-- RECORDS FOR THE EXERCISE follows --
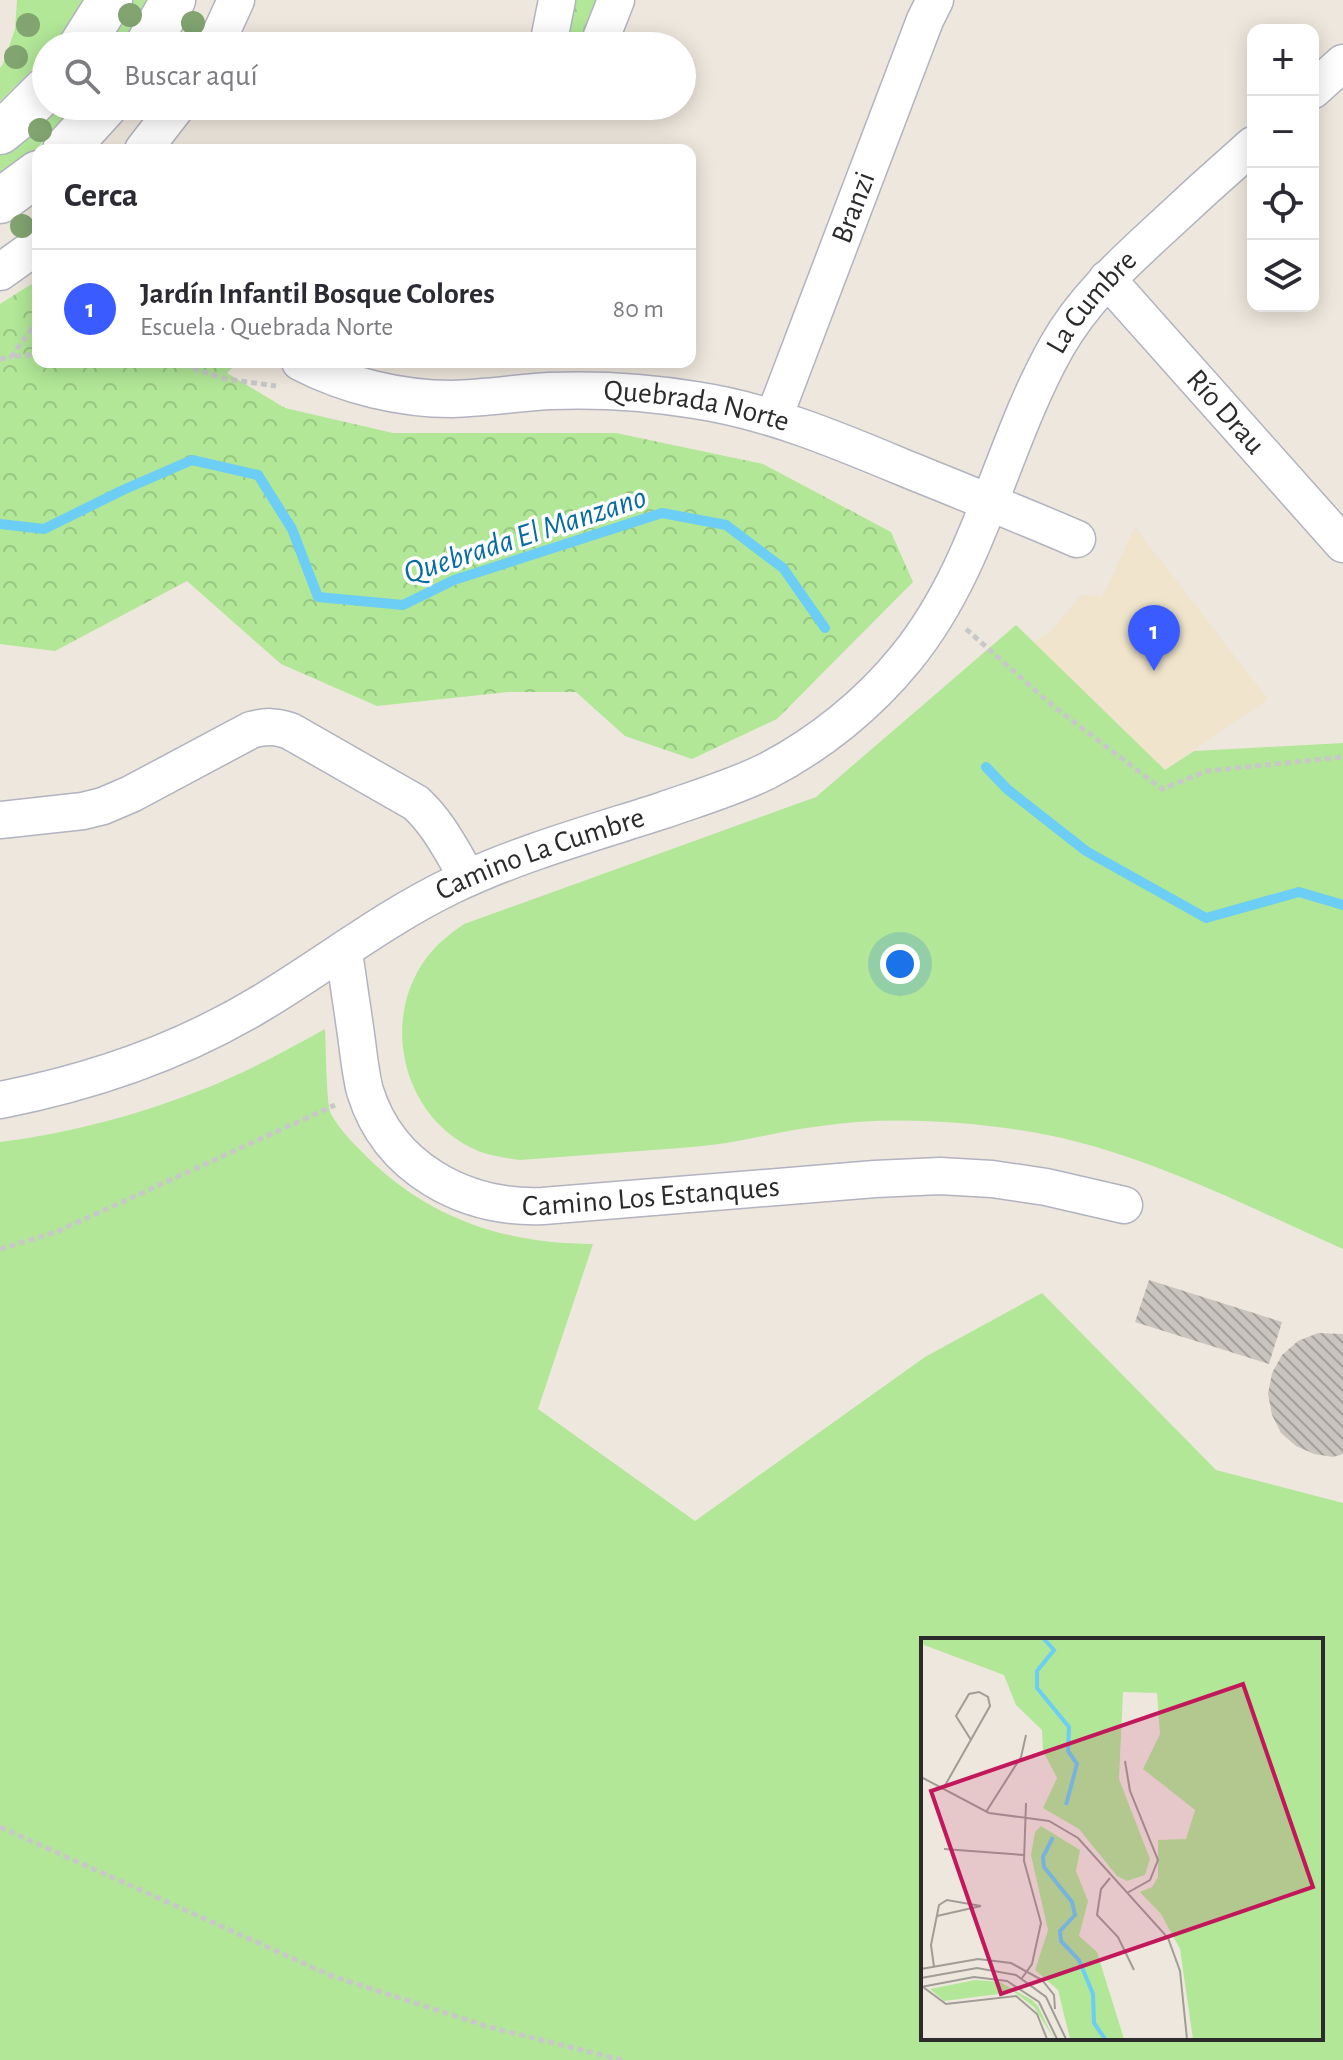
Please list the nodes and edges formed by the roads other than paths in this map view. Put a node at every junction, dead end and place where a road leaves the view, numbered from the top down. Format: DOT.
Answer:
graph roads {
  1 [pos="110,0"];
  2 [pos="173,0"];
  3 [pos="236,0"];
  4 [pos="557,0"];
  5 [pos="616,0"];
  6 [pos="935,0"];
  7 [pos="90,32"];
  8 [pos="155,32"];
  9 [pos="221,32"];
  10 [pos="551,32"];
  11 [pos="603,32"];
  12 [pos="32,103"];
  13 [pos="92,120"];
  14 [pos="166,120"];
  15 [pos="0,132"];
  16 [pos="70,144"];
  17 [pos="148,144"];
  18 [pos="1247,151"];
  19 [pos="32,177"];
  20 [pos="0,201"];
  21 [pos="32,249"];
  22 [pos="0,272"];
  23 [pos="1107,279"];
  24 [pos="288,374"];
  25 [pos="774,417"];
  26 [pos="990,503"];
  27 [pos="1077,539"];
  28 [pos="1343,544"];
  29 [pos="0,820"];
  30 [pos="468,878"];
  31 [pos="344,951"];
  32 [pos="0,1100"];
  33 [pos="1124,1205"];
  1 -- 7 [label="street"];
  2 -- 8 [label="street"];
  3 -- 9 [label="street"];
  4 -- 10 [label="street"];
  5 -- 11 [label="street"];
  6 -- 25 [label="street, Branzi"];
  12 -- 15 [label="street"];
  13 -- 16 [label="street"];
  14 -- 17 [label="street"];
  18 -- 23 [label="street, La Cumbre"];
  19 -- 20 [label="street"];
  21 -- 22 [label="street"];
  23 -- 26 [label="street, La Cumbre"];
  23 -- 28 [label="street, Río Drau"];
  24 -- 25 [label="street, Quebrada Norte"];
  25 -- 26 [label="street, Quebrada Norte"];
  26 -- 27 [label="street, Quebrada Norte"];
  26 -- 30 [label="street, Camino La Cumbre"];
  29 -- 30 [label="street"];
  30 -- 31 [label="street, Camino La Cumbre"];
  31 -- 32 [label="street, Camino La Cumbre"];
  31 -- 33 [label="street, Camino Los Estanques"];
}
-- RECORDS FOR THE EXERCISE concluded --
-- RECORDS FOR THE EXERCISE follows --
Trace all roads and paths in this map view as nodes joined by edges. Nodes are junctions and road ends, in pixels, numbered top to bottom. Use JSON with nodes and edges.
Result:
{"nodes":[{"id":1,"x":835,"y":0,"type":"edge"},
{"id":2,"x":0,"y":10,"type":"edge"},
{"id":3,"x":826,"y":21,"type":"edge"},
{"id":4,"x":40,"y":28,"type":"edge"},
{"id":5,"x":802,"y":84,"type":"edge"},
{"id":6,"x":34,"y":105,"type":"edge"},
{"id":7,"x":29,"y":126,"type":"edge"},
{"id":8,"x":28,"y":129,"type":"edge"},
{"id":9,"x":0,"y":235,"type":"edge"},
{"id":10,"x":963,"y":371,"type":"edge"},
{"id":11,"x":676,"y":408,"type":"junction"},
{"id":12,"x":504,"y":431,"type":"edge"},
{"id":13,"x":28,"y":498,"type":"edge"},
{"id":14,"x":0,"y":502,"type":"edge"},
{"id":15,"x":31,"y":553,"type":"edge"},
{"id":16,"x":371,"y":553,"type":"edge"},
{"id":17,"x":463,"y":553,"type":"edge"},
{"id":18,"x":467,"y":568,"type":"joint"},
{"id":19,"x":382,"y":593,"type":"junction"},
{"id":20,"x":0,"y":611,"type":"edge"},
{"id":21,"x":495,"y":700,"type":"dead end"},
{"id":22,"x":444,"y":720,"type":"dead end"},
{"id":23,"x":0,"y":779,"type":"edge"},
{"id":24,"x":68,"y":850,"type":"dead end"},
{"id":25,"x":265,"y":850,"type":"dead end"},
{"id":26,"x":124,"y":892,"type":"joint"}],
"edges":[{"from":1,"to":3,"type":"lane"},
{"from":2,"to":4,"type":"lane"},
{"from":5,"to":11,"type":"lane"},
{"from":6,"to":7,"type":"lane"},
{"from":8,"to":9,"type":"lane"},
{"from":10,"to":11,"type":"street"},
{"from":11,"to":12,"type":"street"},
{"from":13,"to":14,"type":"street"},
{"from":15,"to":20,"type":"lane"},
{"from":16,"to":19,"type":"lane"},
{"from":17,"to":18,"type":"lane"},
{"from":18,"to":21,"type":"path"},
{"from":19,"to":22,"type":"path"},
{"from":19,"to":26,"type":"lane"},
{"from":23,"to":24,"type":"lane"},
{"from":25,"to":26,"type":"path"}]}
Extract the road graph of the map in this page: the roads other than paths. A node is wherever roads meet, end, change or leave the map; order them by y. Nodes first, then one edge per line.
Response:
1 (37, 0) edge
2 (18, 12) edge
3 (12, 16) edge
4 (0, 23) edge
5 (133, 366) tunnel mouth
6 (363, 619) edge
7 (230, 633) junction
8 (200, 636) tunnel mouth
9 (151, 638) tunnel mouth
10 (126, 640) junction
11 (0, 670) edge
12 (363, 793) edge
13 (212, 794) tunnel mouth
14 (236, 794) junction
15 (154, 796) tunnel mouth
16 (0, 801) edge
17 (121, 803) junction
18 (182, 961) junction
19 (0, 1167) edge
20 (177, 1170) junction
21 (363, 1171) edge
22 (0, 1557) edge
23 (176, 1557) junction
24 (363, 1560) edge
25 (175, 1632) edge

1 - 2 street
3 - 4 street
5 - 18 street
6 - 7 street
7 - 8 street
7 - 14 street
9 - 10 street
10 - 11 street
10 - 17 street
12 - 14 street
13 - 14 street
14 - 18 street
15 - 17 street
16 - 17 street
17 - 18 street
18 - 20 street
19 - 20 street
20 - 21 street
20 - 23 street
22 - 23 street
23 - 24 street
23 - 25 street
-- RECORDS FOR THE EXERCISE concluded --
▸ ACTION ITEM
What is the number of lines above that contain "lane"? Answer with that number only.

▸ REPLY
10